Protocol betreffende een geval van staatloosheid
Artikel 11
Geldend
Geldend vanaf 01-07-1937
- Bronpublicatie:
12-04-1930, Stb. 1937, 17 (uitgifte: 30-04-1937, kamerstukken/regelingnummer: -)
- Inwerkingtreding
01-07-1937
- Bronpublicatie inwerkingtreding:
12-04-1930, Stb. 1937, 17 (uitgifte: 30-04-1937, kamerstukken/regelingnummer: -)
- Vakgebied(en)
Staatsrecht / Nationaliteitsrecht
Internationaal publiekrecht / Bijzondere onderwerpen
Van 1 Januari 1936 af zal ieder Lid van den Volkenbond en iedere Staat niet-Lid, ten aanzien van wien dit Protocol op dat oogenblik van kracht zal zijn, tot den Secretaris-Generaal van den Volkenbond een verzoek kunnen richten tot herziening van eenige of van alle bepalingen van dit Protocol.
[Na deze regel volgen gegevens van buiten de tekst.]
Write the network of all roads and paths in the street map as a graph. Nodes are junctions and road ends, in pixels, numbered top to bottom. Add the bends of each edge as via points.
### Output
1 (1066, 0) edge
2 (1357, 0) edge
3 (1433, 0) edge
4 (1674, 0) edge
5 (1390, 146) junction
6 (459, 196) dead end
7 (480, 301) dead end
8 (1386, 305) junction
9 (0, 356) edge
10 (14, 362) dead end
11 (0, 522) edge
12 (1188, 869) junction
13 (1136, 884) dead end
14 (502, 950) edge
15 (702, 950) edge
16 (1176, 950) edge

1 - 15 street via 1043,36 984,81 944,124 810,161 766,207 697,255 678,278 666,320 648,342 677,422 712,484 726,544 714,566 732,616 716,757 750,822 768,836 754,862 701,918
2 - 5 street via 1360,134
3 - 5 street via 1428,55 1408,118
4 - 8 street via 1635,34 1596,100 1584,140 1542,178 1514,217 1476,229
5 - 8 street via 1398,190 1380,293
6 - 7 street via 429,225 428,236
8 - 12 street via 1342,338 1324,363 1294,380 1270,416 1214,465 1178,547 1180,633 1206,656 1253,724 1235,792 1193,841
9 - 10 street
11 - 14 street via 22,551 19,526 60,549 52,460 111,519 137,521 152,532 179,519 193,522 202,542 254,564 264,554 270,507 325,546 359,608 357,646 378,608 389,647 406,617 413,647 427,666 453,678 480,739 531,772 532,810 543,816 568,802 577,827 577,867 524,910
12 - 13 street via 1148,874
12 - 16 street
Indien een zoodanig verzoek, nadat het is medegedeeld aan de andere Leden of Staten niet-Leden, ten aanzien van wie het Protocol op dat oogenblik van kracht is, binnen den tijd van één jaar wordt ondersteund door minstens negen van deze Staten, zal de Raad van den Volkenbond beslissen, na overleg gepleegd te hebben met de Leden en de Staten niet-Leden bedoeld in artikel 6, of er aanleiding bestaat, een bijzondere conferentie te dien einde bijeen te roepen, of om deze herziening op de agenda te plaatsen van een volgende conferentie voor de codificatie van het internationale recht.
De Hooge Verdragsluitende Partijen komen overeen, dat in geval van herziening van dit Protocol de nieuwe Regeling zal kunnen bepalen, dat de inwerkingtreding hiervan zal kunnen medebrengen, dat ten aanzien van alle Partijen bij dit Protocol alle of eenige bepalingen er van vervallen.